Libération
Samedi 18 mars 2000, page 4

EVENEMENT
Trois économistes reconnaissent le bien-fondé de la décision de Lionel Jospin. «Il a eu raison de casser la cagnotte»

RICHE Pascal

En distribuant sa «cagnotte», Lionel Jospin a-t-il fait, compte tenu de la situation économique actuelle, un bon choix? Oui, si l'on en croit les trois économistes que nous avons interrogés.

Charles Wyplosz, professeur à l'Institut des hautes études internationales, à Genève. Chroniqueur à Libération.

«Les réductions d'impôts sont toujours une bonne idée. En l'occurrence, elles sont ciblées sur les ménages modestes, donc «de gauche». Le gouvernement a eu raison de ne pas trop s'inquiéter des déficits: la situation des finances publiques s'améliore de toutes façons. Le coup de pouce que ces baisses d'impôts vont donner à la croissance dans les mois qui viennent ­ 40 milliards, c'est tout de même 0,5% du PIB ­ devraient permettre d'accroître encore les recettes fiscales, ce qui aidera à réduire le déficit. On aura le beurre et l'argent du beurre.

«Je pense même que Jospin aurait pu effacer non pas un point, mais deux points de TVA. Pour «défaire» entièrement la hausse Juppé et parce que la baisse de la TVA a bien des avantages. Elle donne du pouvoir d'achat, ce qui devrait retarder les pressions salariales. La croissance est solide, et on sent bien que les «impatiences» se font jour: il ne faudrait pas qu'elles se traduisent par un retour de l'inflation, via les salaires. La baisse de la TVA est donc bonne à la fois pour la croissance, le pouvoir d'achat, la modération salariale et, au final, l'emploi. En revanche, le volet dépenses des mesures n'a aucun intérêt économique. C'est un geste purement politique. Ajouter un milliard à l'éducation, alors que rien n'est fait pour accroître l'efficacité du système, ne sert à rien, et alourdit le poids de l'Etat. On le regrettera un jour, quand la conjoncture se retournera.»

Liêm Hoang-Ngoc, maître de conférence à Paris I. Chef de file de l'Appel des économistes contre la pensée unique.

«Ce sont des mesures de justice sociale de bon augure. On aurait pu penser que, compte tenu du calendrier politique, Jospin soit plus électoraliste, qu'il favorise les classes moyennes et les classes aisées, celles qui votent au centre et font basculer les élections d'un côté ou de l'autre. Les baisses annoncées hier sont ciblées plutôt à gauche. Sur le volet dépenses, Lionel Jospin n'a pas été très audacieux, notamment sur l'éducation, avec seulement 1 milliard de francs. Mais au moins, il est sorti du dogme du «gel des emplois publics»; il faut maintenant que cette ouverture se concrétise financièrement. L'expérience des emplois-jeunes a montré que l'on pouvait créer des emplois publics utiles, répondant à des besoins émergents.»

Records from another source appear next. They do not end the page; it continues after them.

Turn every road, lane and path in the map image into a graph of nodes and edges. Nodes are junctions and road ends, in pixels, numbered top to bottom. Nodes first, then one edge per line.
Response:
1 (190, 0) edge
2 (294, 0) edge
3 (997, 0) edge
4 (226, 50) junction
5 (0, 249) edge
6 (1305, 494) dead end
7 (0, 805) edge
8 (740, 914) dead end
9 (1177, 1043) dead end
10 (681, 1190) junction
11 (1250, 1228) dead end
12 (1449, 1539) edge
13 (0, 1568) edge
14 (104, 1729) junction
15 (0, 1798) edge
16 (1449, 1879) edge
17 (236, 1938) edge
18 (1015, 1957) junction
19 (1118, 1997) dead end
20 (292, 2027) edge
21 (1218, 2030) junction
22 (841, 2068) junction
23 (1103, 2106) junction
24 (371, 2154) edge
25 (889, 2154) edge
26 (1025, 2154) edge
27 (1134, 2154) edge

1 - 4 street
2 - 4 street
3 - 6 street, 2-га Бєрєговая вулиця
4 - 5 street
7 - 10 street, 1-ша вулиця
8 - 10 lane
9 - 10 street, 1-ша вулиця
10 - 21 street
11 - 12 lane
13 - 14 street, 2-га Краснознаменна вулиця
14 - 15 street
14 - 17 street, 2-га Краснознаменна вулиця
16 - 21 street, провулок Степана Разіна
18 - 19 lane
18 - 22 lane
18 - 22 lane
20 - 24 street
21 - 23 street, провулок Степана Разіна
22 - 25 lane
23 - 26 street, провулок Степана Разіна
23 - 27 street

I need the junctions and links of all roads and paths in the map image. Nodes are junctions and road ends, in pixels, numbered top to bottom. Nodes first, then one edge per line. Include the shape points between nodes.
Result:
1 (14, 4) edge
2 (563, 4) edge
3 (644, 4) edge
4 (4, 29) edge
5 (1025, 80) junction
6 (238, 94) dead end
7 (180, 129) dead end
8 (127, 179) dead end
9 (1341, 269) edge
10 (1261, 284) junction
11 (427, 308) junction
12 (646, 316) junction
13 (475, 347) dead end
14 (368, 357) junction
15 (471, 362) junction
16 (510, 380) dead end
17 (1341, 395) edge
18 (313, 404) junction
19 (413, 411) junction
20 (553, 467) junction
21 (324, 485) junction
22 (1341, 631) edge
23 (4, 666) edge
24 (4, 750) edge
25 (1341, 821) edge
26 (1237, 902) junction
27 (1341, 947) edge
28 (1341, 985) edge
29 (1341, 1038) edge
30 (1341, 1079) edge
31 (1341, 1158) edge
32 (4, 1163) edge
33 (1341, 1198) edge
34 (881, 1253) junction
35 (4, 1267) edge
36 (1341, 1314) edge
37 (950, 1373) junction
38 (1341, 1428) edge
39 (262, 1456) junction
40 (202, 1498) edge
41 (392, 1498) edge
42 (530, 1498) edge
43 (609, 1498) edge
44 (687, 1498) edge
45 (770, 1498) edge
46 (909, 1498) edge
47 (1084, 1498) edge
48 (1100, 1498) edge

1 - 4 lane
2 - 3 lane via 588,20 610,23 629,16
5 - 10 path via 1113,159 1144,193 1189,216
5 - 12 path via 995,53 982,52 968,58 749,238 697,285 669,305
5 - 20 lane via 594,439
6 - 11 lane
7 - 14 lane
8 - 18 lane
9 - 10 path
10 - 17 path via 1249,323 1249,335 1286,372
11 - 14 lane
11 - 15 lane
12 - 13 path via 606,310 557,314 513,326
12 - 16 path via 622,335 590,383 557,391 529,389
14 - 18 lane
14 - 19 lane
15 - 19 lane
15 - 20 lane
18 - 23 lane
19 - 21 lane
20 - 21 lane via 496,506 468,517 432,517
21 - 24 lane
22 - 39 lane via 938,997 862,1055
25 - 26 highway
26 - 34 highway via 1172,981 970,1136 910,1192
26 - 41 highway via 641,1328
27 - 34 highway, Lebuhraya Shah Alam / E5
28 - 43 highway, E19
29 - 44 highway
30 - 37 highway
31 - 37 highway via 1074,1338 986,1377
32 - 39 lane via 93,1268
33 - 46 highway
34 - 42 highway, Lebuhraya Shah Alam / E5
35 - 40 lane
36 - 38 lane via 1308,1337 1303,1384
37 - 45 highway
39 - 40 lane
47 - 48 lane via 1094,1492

Thomas Piketty, chargé de recherche au CNRS. Chroniqueur à Libération.

«J'ai été bluffé par l'annonce de la baisse du taux de TVA. C'est courageux et même, à ma connaissance, historique: jusque-là, les gouvernements baissaient presque systématiquement les impôts directs, comme l'impôt sur le revenu. C'est plus visible, donc plus payant sur le plan électoral. Sans la croissance des revenus, qui permettaient de regonfler mécaniquement les recettes des impôts directs (en faisant remonter les contribuables dans les tranches du barème), il n'y aurait plus aujourd'hui que des impôts indirects... Car ceux-ci n'ont cessé d'être augmentés! Les gouvernements n'aiment pas l'idée de baisser la TVA, car on n'en connaît pas les effets immédiats. On ne sait pas si les producteurs vont répercuter la baisse sur les consommateurs, où s'ils vont l'empocher. A terme, par le jeu de la concurrence, ce sont pourtant les consommateurs qui en profitent.

«Lionel Jospin tient donc sa promesse électorale, ce qui est un bel exemple en politique. Cette baisse risque d'être invisible, mais elle contribuera clairement à l'augmentation du pouvoir d'achat. Les autres allégements (taxe d'habitation, impôt sur le revenu) relèvent davantage du bricolage politique. Visiblement, la grande réforme de la taxe d'habitation n'est pas encore à l'ordre du jour.».